Pour moi, il est arrivé une anomalie [dans ce dossier]. Ce sera regardé du côté de la vérificatrice générale pour ensuite voir s’il n’y aura pas des procédures supplémentaires, ajoute le maire.

Luc Elias assure lui aussi qu’il n’a rien à se reprocher.

Ça fait mon affaire qu’il y ait une enquête s’ils veulent la faire. Mais je trouve ça un peu ridicule d’aller jusque là avec l’UPAC, ce n’est pas un cas exceptionnel.

Une citation de :Luc Elias, promoteur

Il ne sait pas non plus pourquoi l’usage commerce de détail et service en général a fini par être autorisé par la Ville, indique-t-il.

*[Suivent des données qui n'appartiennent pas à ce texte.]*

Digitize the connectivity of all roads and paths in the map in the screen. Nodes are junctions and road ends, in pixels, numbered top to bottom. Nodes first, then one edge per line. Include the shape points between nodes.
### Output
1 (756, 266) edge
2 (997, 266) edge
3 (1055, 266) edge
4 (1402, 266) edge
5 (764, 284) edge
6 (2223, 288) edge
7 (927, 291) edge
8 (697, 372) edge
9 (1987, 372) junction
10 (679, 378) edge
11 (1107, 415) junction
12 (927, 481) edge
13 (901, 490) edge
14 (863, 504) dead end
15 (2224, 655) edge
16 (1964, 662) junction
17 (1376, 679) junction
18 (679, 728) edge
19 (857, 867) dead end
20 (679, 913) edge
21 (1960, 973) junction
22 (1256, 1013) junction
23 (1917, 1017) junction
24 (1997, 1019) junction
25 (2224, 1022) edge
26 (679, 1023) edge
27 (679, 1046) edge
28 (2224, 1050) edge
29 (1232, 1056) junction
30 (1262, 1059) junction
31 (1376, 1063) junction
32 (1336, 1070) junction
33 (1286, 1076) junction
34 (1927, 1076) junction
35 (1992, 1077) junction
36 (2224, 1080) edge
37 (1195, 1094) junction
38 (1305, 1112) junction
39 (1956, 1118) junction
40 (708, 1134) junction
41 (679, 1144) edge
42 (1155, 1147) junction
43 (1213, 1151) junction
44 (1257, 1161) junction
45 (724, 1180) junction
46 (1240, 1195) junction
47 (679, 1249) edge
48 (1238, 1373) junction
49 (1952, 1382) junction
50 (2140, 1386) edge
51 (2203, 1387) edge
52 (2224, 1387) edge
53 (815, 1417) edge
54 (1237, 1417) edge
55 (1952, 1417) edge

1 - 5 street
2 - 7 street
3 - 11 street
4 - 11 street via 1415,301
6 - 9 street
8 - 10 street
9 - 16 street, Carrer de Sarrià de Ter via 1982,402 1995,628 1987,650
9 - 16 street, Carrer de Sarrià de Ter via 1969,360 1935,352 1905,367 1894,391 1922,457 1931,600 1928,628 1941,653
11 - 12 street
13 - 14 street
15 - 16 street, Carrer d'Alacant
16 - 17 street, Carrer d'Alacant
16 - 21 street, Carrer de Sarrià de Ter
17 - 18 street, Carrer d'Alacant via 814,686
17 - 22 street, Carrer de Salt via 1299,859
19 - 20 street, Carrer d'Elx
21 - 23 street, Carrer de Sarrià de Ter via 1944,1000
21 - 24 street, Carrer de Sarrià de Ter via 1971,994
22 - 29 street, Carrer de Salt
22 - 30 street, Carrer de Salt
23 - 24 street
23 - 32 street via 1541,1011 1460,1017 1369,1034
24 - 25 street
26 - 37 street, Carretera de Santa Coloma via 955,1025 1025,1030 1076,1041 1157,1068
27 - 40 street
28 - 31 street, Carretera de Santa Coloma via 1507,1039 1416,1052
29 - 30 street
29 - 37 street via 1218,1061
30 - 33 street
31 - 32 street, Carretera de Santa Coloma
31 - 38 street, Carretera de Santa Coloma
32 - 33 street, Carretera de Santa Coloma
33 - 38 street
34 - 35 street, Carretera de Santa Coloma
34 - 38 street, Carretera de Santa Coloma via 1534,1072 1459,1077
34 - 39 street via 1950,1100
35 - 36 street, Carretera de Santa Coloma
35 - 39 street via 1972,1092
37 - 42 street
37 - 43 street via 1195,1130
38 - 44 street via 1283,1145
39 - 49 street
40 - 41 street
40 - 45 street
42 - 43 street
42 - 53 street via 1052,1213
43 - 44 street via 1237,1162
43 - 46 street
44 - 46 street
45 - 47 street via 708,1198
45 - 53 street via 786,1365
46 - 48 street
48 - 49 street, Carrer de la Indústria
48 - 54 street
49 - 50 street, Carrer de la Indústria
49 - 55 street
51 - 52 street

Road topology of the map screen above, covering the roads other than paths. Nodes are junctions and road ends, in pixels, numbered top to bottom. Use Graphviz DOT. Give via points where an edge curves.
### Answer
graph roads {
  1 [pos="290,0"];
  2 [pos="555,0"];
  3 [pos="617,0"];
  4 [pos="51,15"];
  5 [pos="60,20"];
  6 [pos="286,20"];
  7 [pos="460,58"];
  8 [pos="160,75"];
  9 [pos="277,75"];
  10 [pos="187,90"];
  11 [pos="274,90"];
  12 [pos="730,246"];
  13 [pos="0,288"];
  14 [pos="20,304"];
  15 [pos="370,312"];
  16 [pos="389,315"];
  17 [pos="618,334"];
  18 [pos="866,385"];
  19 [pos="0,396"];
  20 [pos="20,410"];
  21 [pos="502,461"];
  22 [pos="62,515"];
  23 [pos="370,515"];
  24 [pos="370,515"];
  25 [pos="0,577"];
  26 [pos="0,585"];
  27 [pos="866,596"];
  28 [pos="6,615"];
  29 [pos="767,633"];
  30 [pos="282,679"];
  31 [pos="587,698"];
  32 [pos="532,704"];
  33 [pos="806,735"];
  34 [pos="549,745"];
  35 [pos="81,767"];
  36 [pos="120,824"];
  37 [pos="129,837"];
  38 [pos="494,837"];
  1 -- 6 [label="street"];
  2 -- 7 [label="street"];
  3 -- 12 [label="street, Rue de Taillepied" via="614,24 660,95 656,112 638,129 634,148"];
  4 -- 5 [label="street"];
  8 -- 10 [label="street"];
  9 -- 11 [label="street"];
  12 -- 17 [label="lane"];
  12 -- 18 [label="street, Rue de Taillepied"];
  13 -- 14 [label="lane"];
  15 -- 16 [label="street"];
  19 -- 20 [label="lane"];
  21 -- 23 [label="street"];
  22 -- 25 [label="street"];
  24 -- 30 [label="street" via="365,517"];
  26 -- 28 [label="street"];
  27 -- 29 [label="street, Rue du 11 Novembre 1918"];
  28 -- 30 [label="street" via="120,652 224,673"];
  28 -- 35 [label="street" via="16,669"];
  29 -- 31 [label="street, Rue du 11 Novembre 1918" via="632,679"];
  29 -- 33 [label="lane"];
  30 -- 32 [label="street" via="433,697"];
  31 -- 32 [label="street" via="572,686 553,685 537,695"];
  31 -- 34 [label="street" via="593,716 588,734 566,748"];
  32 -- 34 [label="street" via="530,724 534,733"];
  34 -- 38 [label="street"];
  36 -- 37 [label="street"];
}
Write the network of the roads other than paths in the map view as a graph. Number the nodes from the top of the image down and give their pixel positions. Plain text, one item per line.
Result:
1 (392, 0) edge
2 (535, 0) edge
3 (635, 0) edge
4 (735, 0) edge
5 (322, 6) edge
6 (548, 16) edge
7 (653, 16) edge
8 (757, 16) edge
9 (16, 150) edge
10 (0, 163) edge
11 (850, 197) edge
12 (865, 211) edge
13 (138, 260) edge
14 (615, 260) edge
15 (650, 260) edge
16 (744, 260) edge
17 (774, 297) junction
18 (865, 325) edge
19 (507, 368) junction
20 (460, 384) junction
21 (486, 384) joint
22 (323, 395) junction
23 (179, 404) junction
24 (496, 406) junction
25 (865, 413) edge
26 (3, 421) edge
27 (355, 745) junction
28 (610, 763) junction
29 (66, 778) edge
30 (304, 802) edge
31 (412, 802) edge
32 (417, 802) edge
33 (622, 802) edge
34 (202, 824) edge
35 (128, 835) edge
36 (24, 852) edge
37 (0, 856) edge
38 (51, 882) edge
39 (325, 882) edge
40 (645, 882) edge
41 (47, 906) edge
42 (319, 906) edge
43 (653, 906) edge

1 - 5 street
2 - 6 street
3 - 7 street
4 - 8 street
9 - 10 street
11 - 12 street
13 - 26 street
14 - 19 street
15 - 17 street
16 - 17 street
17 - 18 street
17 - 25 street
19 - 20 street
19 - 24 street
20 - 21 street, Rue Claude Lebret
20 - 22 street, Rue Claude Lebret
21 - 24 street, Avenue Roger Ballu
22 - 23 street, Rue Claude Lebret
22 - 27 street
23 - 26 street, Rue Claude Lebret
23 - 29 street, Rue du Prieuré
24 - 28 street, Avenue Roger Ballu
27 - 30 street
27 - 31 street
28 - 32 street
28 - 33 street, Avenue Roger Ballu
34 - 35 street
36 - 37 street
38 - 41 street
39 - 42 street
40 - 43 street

On a fait une couple de représentations aux dirigeants dans le temps. Avec nos études et tout ça, on avait dit "ça serait important qu’il y ait du commercial". Au schéma d'aménagement, on a été intégrés là-dedans. Comment ça s’est passé à l’intérieur de la Ville, on n’en a aucune idée, souligne-t-il.

Un droit de veto légal

Bien qu’inhabituel, le droit de veto est tout à fait légal. Il n’est cependant pas sans conséquence pour l’élu qui décide de se prévaloir de ce pouvoir, croit Rémy Trudel, ancien ministre des Affaires municipales. 

Le maire, dans sa réflexion, peut dire "moi, je voudrais avoir une suspension pour qu’on y réfléchisse un peu plus longtemps". Oui, il a pris une option, et va vivre avec son option et ses impacts, explique-t-il. 

Le maire a annoncé mardi après-midi qu'il demandera une préenquête à la vérificatrice générale. Si une résolution est adoptée lundi prochain au conseil municipal, la vérificatrice générale analysera la situation et déterminera s’il y a matière à aller plus loin avec une enquête.